Two days later her boyfriend, James Julian, 38, surrendered to police. He faces charges of accessory to murder after the fact and dissuading a witness, according to court records. He is being held in lieu of $1.6-million bail.
Both had been under suspicion since Viola Vanclief's death March 4. At that time, according to coroner's records, Barker told authorities that Viola had been caught in a bed frame and was accidentally hit with a hammer while Barker tried to free her. No immediate medical care was sought for the girl, according to the coroner's initial information.
Barker and Julian were initially arrested March 9 on suspicion of murder but were released two days later, with no charges filed. At the time, police said they were continuing to investigate.
Since then, investigators have worked to meticulously re-create the hours before the toddler's death, according to Lt. Vincent Neglia of the LAPD's Juvenile Division.
Detectives worked with medical experts to pinpoint Viola's injuries, and they used interviews and other techniques to determine Barker's whereabouts at the time the injuries occurred. "It was very difficult to put together a timeline," Neglia said.

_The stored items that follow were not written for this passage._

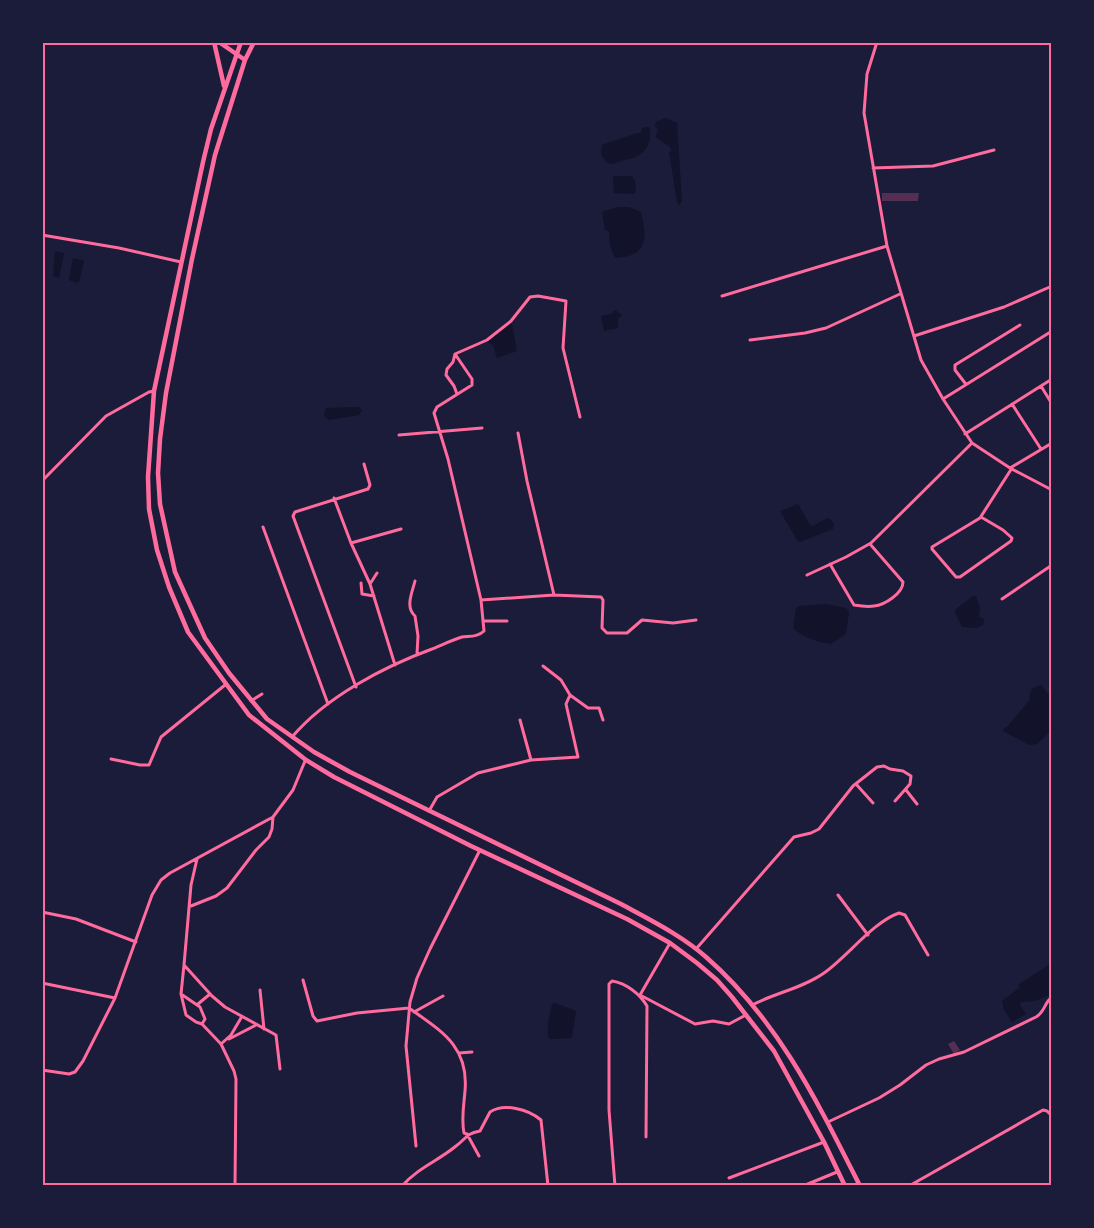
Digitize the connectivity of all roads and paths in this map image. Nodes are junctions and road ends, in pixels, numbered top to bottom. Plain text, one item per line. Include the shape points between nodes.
1 (214, 42) edge
2 (219, 42) edge
3 (241, 42) edge
4 (254, 42) edge
5 (877, 42) edge
6 (251, 48) junction
7 (236, 55) junction
8 (245, 60) junction
9 (224, 89) junction
10 (994, 150) dead end
11 (873, 168) junction
12 (42, 235) edge
13 (887, 246) junction
14 (181, 260) junction
15 (1052, 286) edge
16 (900, 294) junction
17 (722, 296) dead end
18 (1020, 325) dead end
19 (1052, 331) edge
20 (914, 336) junction
21 (750, 340) dead end
22 (455, 354) junction
23 (1052, 379) edge
24 (965, 383) junction
25 (1041, 386) junction
26 (154, 391) junction
27 (166, 393) junction
28 (457, 394) junction
29 (943, 399) junction
30 (1012, 404) junction
31 (1052, 404) edge
32 (580, 417) dead end
33 (482, 429) dead end
34 (440, 432) junction
35 (518, 433) dead end
36 (965, 434) junction
37 (399, 435) dead end
38 (972, 443) junction
39 (1052, 443) edge
40 (1041, 450) junction
41 (364, 464) dead end
42 (1011, 468) junction
43 (42, 482) edge
44 (1052, 490) edge
45 (334, 498) junction
46 (981, 517) junction
47 (263, 527) dead end
48 (401, 529) dead end
49 (351, 543) junction
50 (870, 544) junction
51 (830, 564) junction
52 (1052, 565) edge
53 (377, 573) dead end
54 (807, 575) dead end
55 (415, 581) dead end
56 (361, 583) dead end
57 (370, 584) junction
58 (554, 595) junction
59 (374, 596) junction
60 (1002, 599) dead end
61 (481, 600) junction
62 (696, 620) dead end
63 (484, 621) junction
64 (507, 621) dead end
65 (417, 654) junction
66 (395, 665) junction
67 (543, 666) dead end
68 (225, 685) junction
69 (356, 687) junction
70 (262, 694) dead end
71 (570, 695) junction
72 (251, 701) junction
73 (328, 704) junction
74 (520, 720) dead end
75 (603, 720) dead end
76 (292, 737) junction
77 (111, 759) dead end
78 (306, 760) junction
79 (531, 760) junction
80 (856, 784) junction
81 (906, 790) junction
82 (895, 801) dead end
83 (873, 803) dead end
84 (917, 804) dead end
85 (429, 811) junction
86 (273, 817) junction
87 (425, 822) junction
88 (480, 850) junction
89 (197, 859) junction
90 (838, 894) dead end
91 (190, 906) junction
92 (42, 912) edge
93 (868, 935) junction
94 (136, 942) junction
95 (670, 943) junction
96 (696, 949) junction
97 (928, 955) dead end
98 (183, 965) junction
99 (303, 980) dead end
100 (42, 983) edge
101 (260, 990) dead end
102 (181, 994) junction
103 (210, 994) junction
104 (640, 995) junction
105 (443, 996) dead end
106 (1052, 997) edge
107 (115, 998) junction
108 (198, 1004) junction
109 (752, 1005) junction
110 (409, 1008) junction
111 (414, 1011) junction
112 (747, 1014) junction
113 (242, 1017) junction
114 (202, 1024) junction
115 (256, 1024) junction
116 (264, 1029) junction
117 (226, 1040) junction
118 (221, 1044) junction
119 (472, 1052) dead end
120 (459, 1053) junction
121 (42, 1070) edge
122 (280, 1070) dead end
123 (1052, 1116) edge
124 (828, 1122) junction
125 (467, 1134) junction
126 (646, 1137) dead end
127 (824, 1142) junction
128 (416, 1146) dead end
129 (479, 1156) dead end
130 (837, 1172) junction
131 (729, 1178) dead end
132 (235, 1186) edge
133 (402, 1186) edge
134 (548, 1186) edge
135 (615, 1186) edge
136 (803, 1186) edge
137 (845, 1186) edge
138 (860, 1186) edge
139 (909, 1186) edge

1 - 9 main road
2 - 7 main road
3 - 6 main road
3 - 7 main road
4 - 6 main road
5 - 11 street via 867,74 863,107
6 - 8 main road
7 - 8 main road
7 - 9 main road
8 - 27 main road via 215,155
9 - 14 main road
10 - 11 street via 933,166
11 - 13 street
12 - 14 street
13 - 16 street
13 - 17 street
14 - 26 main road
15 - 20 street via 1004,307
16 - 20 street
16 - 21 street via 826,328
18 - 24 street via 955,365
19 - 24 street
20 - 29 street via 921,360
22 - 28 street via 446,375
22 - 28 street via 473,382
22 - 32 street via 487,340 511,321 530,297 566,301 563,348
23 - 25 street
24 - 29 street
25 - 30 street
25 - 31 street
26 - 27 main road
26 - 43 street via 106,416
26 - 68 main road via 148,509 157,550 188,632
27 - 72 main road via 158,473 160,504 175,572 205,638
28 - 34 street via 435,410
29 - 36 street
30 - 36 street
30 - 40 street
33 - 34 street
34 - 37 street
34 - 61 street
35 - 58 street
36 - 38 street
38 - 42 street
38 - 50 street
39 - 40 street
40 - 42 street
41 - 45 street via 369,487
42 - 44 street
42 - 46 street
45 - 49 street
45 - 69 street via 295,512 294,516
46 - 46 street via 1008,533 1011,541 956,577 932,547
47 - 73 street
48 - 49 street
49 - 57 street
50 - 51 street
50 - 51 street via 903,582 898,593 877,606 854,605
51 - 54 street
52 - 60 street
53 - 57 street
55 - 65 street via 410,605 418,636
56 - 59 street via 362,594
57 - 59 street
58 - 61 street
58 - 62 street via 601,597 602,628 610,634 627,633 642,620
59 - 66 street
61 - 63 street
63 - 64 street
63 - 65 street via 481,634
65 - 66 street
66 - 69 street
67 - 71 street via 561,680
68 - 77 street via 161,737 149,765
68 - 78 main road via 249,715
69 - 73 street
70 - 72 street
71 - 75 street via 588,708 599,708
71 - 79 street via 566,704 578,757
72 - 76 main road
73 - 76 street
74 - 79 street
76 - 85 main road via 350,772
78 - 86 street
78 - 87 main road
79 - 85 street via 466,778 437,797
80 - 81 street via 884,766 909,775 912,780
80 - 83 street
80 - 96 street via 819,829 794,837
81 - 82 street
81 - 84 street
85 - 87 main road
85 - 96 main road via 621,904
86 - 89 street
86 - 91 street via 269,837 226,888
87 - 88 main road
88 - 95 main road
88 - 110 street via 430,949
89 - 91 street
89 - 94 street via 161,880
90 - 93 street
91 - 98 street
92 - 94 street via 76,919
93 - 97 street via 888,918 903,913
93 - 109 street via 825,973
94 - 107 street
95 - 104 street
95 - 112 main road via 717,980
96 - 109 main road
98 - 102 street
98 - 103 street
99 - 110 street via 317,1021 357,1012
100 - 107 street
101 - 116 street
102 - 108 street
102 - 114 street via 186,1015
103 - 108 street
103 - 113 street
104 - 112 street via 695,1024 729,1024
104 - 126 street via 646,1006
104 - 135 street via 617,981 609,984 609,1110
105 - 111 street
106 - 124 street via 1036,1017 964,1052 926,1065 879,1098
107 - 121 street via 75,1072
108 - 114 street via 205,1019
109 - 124 main road via 792,1058
110 - 111 street
110 - 128 street via 406,1046
111 - 120 street via 454,1043
112 - 127 main road via 774,1051
113 - 115 street
113 - 117 street
114 - 118 street
115 - 116 street
115 - 117 street
116 - 122 street via 276,1035
117 - 118 street
118 - 132 street via 236,1079
119 - 120 street
120 - 125 street via 466,1081 463,1127
123 - 139 street via 1043,1110
124 - 138 main road
125 - 129 street
125 - 133 street via 457,1146 419,1169
125 - 134 street via 480,1131 490,1112 498,1108 536,1115 543,1126
127 - 130 main road
127 - 131 street
130 - 136 street
130 - 137 main road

Before Viola's death, Barker was in the final stages of being approved by the county Department of Children and Family Services to adopt the girl despite being the subject of five previous child-abuse complaints, including one substantiated allegation that she had severely neglected her own biological child in 2002, according to confidential records.
Julian, who is known as "Big Bird," was convicted in 1992 of armed robbery, according to court records.
The couple's troubled history raised questions about how Barker could have been approved as a foster parent by child-welfare authorities. Under state rules, both adults should have been disqualified from caring for or living with foster children.
In response to Viola's death, Los Angeles County has since terminated its contract with United Care, the foster-family agency that certified Barker and ran state background checks on her.
United Care, which oversaw 88 homes with 216 foster children, had been repeatedly cited in recent years after caregivers choked, hit or whipped their charges with a belt.
Additionally, county auditors found financial irregularities at the agency in 2007. According to the report, United Care was paid $3.95 million for the care of 232 children, but $274,608 in expenditures wasdetermined to be "questionable," and it was ordered to be repaid to taxpayers. Much of the money remains uncollected.